I just recently broke things off with my boyfriend of 3 years and i have moved back with my parents who live pretty far away from all my friends and basicaly i am starting new but ive been finding it difficult to even start or get my life going again, i have developed agoraphobia, i am petrified of being around people in general. So after a couple of days i pulled myself together and said ,ok first, i should get a job, because of my days were spend crying in bed almost all day. I told myself that by getting a job ill be pushed out of my house wether i liked it or not. so i did, and i didnt last very long, 3 days in fact. I came home feeling completely hopeless like how the hell am I going to live a normal life when i cant even handle a job. The circomstances of this job did not help, they were very disorganized. Anyways I lay in bed after my first day of work and i reached a bottom, I cried myself to sleep and woke up the next morning and could hardly open my eyes they were so swollen.That night I prayed. I prayed to God to help me, I told him and fessed up that I really, truly had a problem and i needed help and that I couldnt do this on my own. Well...a couple of days later my mom sat me down and we talked... then she told me she had seen a program on tv and that we should furthur investigate. We did so and i received the program today and I also completed the first session today. I feel it working all ready. I have hope. God answered my prayer and gave me hope and i am so greatful.
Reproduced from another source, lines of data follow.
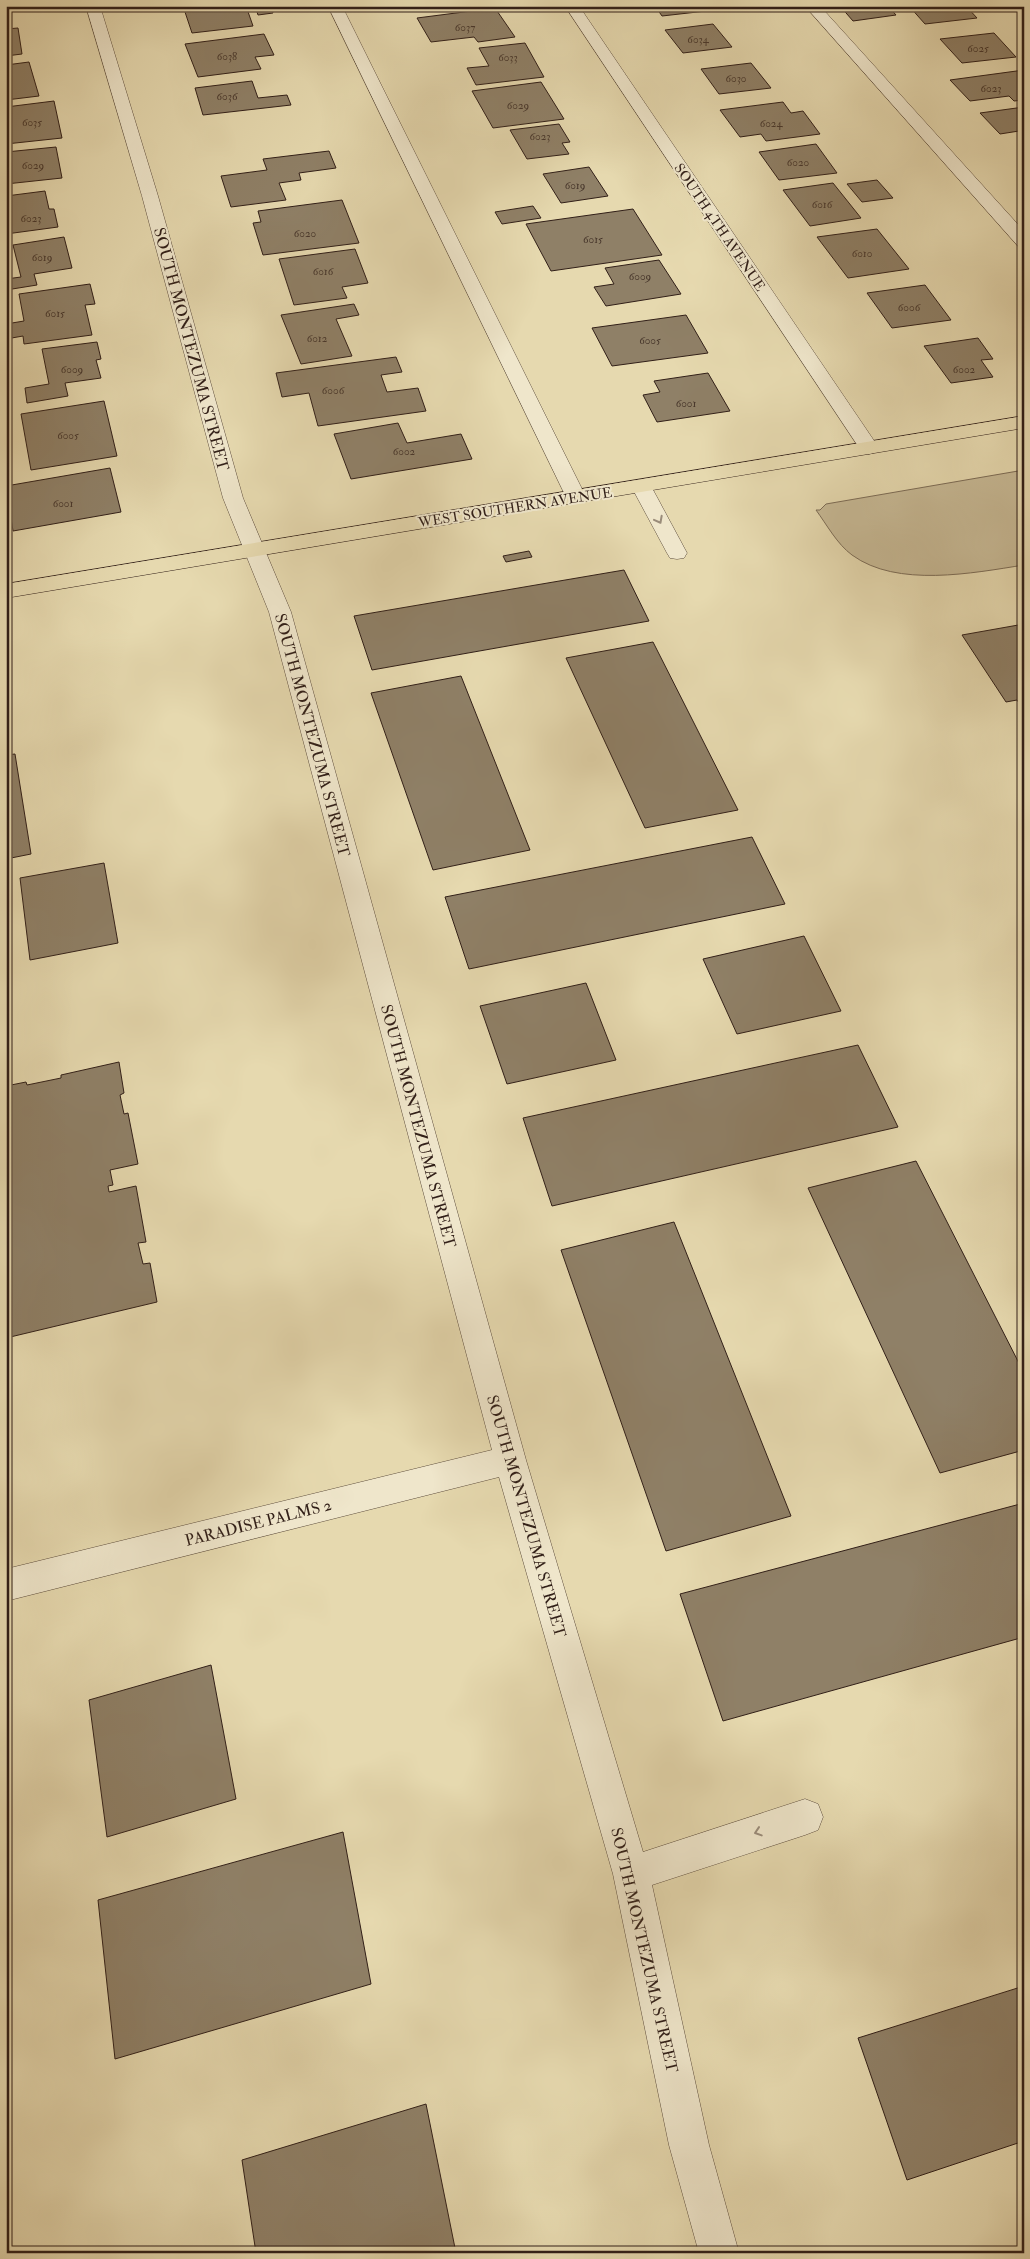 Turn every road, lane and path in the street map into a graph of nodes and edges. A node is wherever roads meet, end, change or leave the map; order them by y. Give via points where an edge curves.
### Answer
1 (93, 6) edge
2 (335, 6) edge
3 (572, 6) edge
4 (812, 6) edge
5 (1024, 242) edge
6 (1024, 422) edge
7 (869, 448) junction
8 (641, 486) junction
9 (576, 497) junction
10 (255, 550) junction
11 (678, 553) dead end
12 (6, 591) edge
13 (510, 1460) junction
14 (6, 1585) edge
15 (805, 1817) dead end
16 (631, 1874) junction
17 (720, 2253) edge

1 - 10 street, SOUTH MONTEZUMA STREET via 150,196 233,498
2 - 9 street
3 - 7 street, SOUTH 4TH AVENUE
4 - 5 street
6 - 7 main road, WEST SOUTHERN AVENUE
7 - 8 main road, WEST SOUTHERN AVENUE
8 - 9 main road, WEST SOUTHERN AVENUE
8 -> 11 street
9 - 10 main road, WEST SOUTHERN AVENUE
10 - 12 main road, WEST SOUTHERN AVENUE
10 - 13 street, SOUTH MONTEZUMA STREET via 280,611
13 - 14 street, PARADISE PALMS 2
13 - 16 street, SOUTH MONTEZUMA STREET
15 -> 16 street
16 - 17 street, SOUTH MONTEZUMA STREET via 689,2145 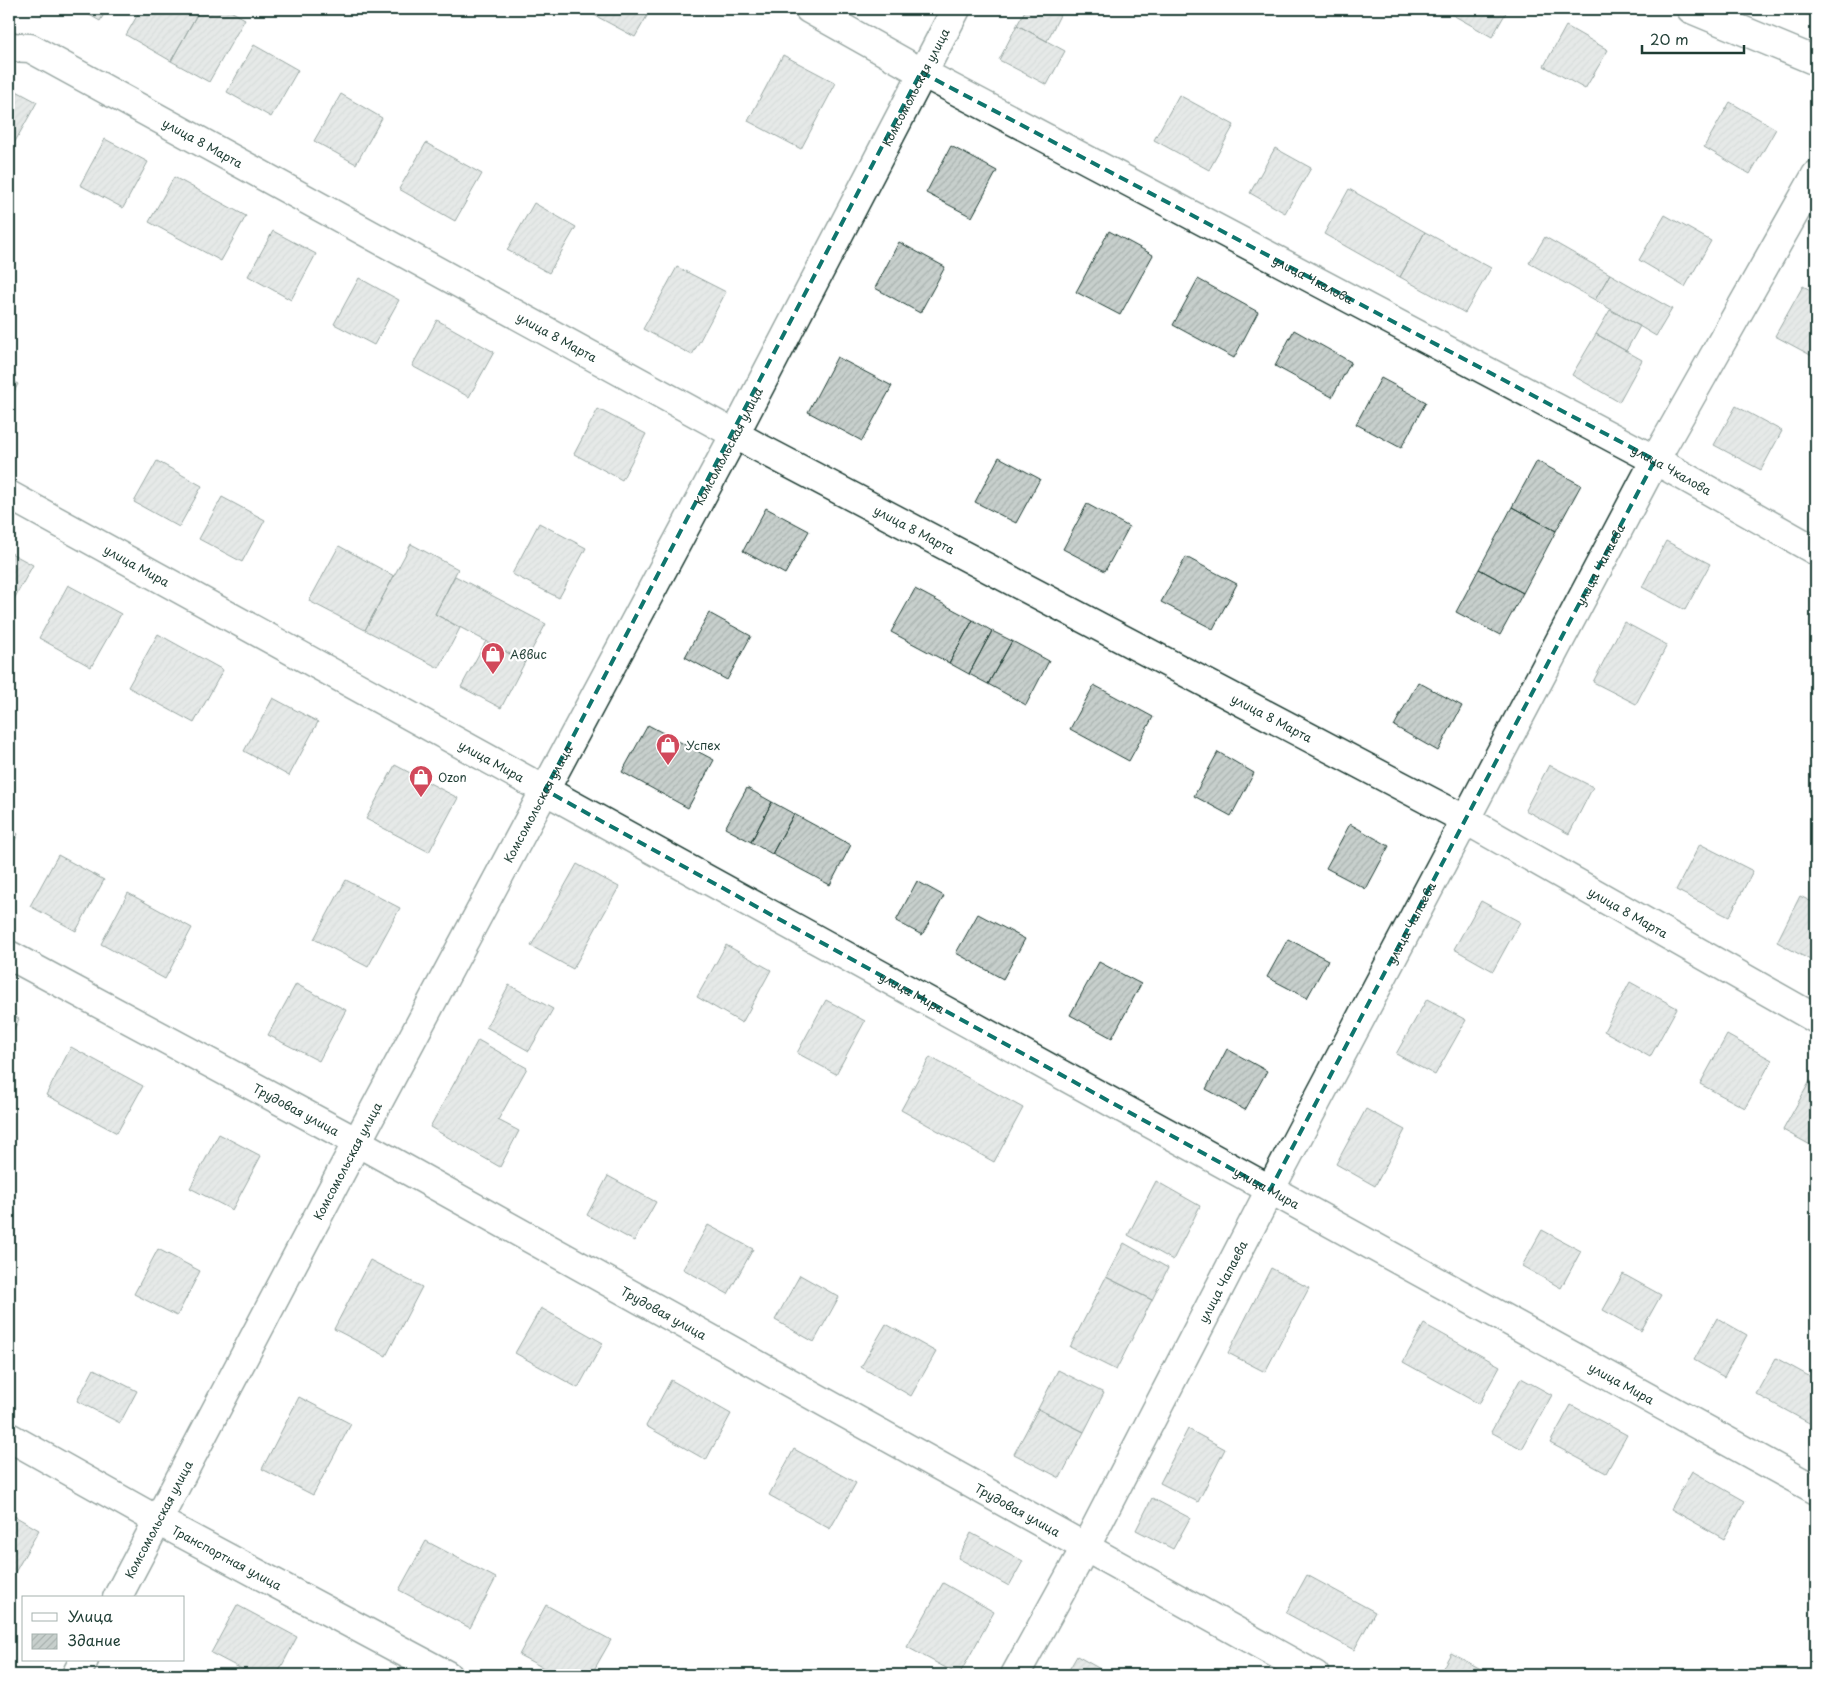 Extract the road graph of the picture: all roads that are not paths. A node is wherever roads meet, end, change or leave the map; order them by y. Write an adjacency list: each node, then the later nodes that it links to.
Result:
1 (809, 9): 6 (street, улица Чкалова)
2 (956, 9): 6 (street, Комсомольская улица)
3 (1690, 9): 5 (street)
4 (9, 47): 8 (street, улица 8 Марта)
5 (1816, 61)
6 (921, 72): 8 (street, Комсомольская улица); 9 (street, улица Чкалова)
7 (1816, 175): 9 (street, улица Чапаева)
8 (735, 434): 12 (street, Комсомольская улица); 13 (street, улица 8 Марта)
9 (1655, 460): 11 (street, улица Чкалова); 13 (street, улица Чапаева)
10 (9, 495): 12 (street, улица Мира)
11 (1816, 551)
12 (545, 790): 16 (street, Комсомольская улица); 17 (street, улица Мира)
13 (1466, 820): 15 (street, улица 8 Марта); 17 (street, улица Чапаева)
14 (9, 955): 16 (street, Трудовая улица)
15 (1816, 1019)
16 (357, 1142): 20 (street, Комсомольская улица); 21 (street, Трудовая улица)
17 (1270, 1190): 19 (street, улица Мира); 21 (street, улица Чапаева)
18 (9, 1436): 20 (street, Транспортная улица)
19 (1816, 1490)
20 (157, 1520): 22 (street, Комсомольская улица); 25 (street, Транспортная улица)
21 (1085, 1548): 26 (street, улица Чапаева); 27 (street, Трудовая улица)
22 (118, 1596)
23 (83, 1662): 24 (street)
24 (76, 1675)
25 (447, 1675)
26 (1015, 1675)
27 (1315, 1675) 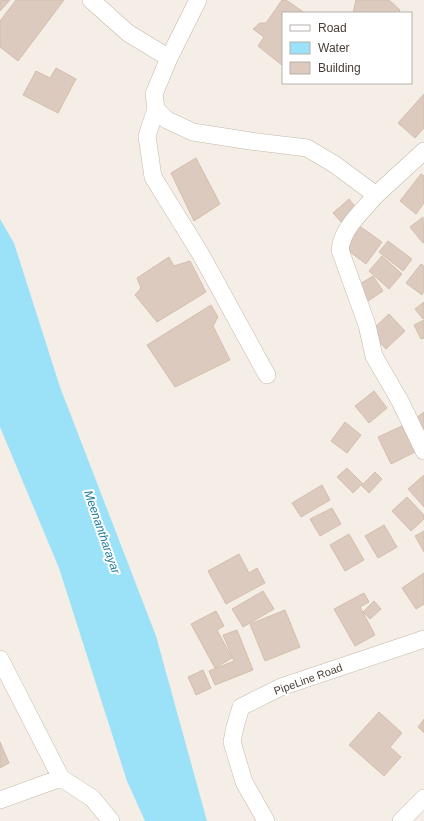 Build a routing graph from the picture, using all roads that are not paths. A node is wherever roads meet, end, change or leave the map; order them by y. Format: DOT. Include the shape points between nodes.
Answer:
graph roads {
  1 [pos="91,0"];
  2 [pos="198,0"];
  3 [pos="170,58"];
  4 [pos="156,110"];
  5 [pos="424,151"];
  6 [pos="376,195"];
  7 [pos="267,375"];
  8 [pos="424,451"];
  9 [pos="424,639"];
  10 [pos="0,659"];
  11 [pos="62,778"];
  12 [pos="424,798"];
  13 [pos="0,800"];
  14 [pos="111,821"];
  15 [pos="266,821"];
  16 [pos="400,821"];
  1 -- 3 [label="street" via="128,33"];
  2 -- 3 [label="street"];
  3 -- 4 [label="street" via="154,94"];
  4 -- 6 [label="street" via="167,120 193,132 307,148"];
  4 -- 7 [label="street" via="147,136 153,177 200,253"];
  5 -- 6 [label="street"];
  6 -- 8 [label="street" via="348,229 340,250 367,325 374,356 400,401"];
  9 -- 15 [label="street, PipeLine Road" via="281,687 241,707 232,742 244,782"];
  10 -- 11 [label="street"];
  11 -- 13 [label="street"];
  11 -- 14 [label="street" via="92,798"];
  12 -- 16 [label="street"];
}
It is so difficult when dealing with this and other stressful issues that go on and go to see God working in us...I know I have struggled with this. I try to tell myself that God is on a different time frame than we are and sometimes we have to wait until other factors come into play...maybe you have had to wait and wait for an apartment, b/c this is the one He wants you to have...this is where He wants you to be...I have to believe there is a God and His loving Son is with us watching over us...I have struggled with this and a chronic lung disease for 15 years...each day does feel like a struggle...but, I am still here and I will never give up.
sass, I'm praying in this upcoming new year you will have a new apt. and a new start on life. DO NOT GIVE UP ON GOD!! He is there guiding your every step and will never leave or forsake you. Are you doing the program. God will help you by using the program. We need to do our part. God has plans for you as He does for each of us.
Jess, I'm so glad you've joined StressCenter.com and are working the program. It takes time and hard work but it will be worth it. I'm doing it 2nd time now and hopefully I'll get even more this time. Look how God worked Lucinda's anxiety to help us. He'll use us as He used her if we do our part. It takes time. Some of us get there faster than others. It's easy to get frustrated at times but we gotta keep on keeping on.
Jess, I'm so glad you've joined StressCenter.com and are working the program. It takes time and hard work but it will be worth it. I'm doing it 2nd time now and hopefully I'll get even more this time. Look how God worked Lucinda's anxiety to help us. He'll use us as He used her if we do our part. It takes time. Some of us get there faster than others. It's easy to get frustrated at times but we gotta keep on keeping on.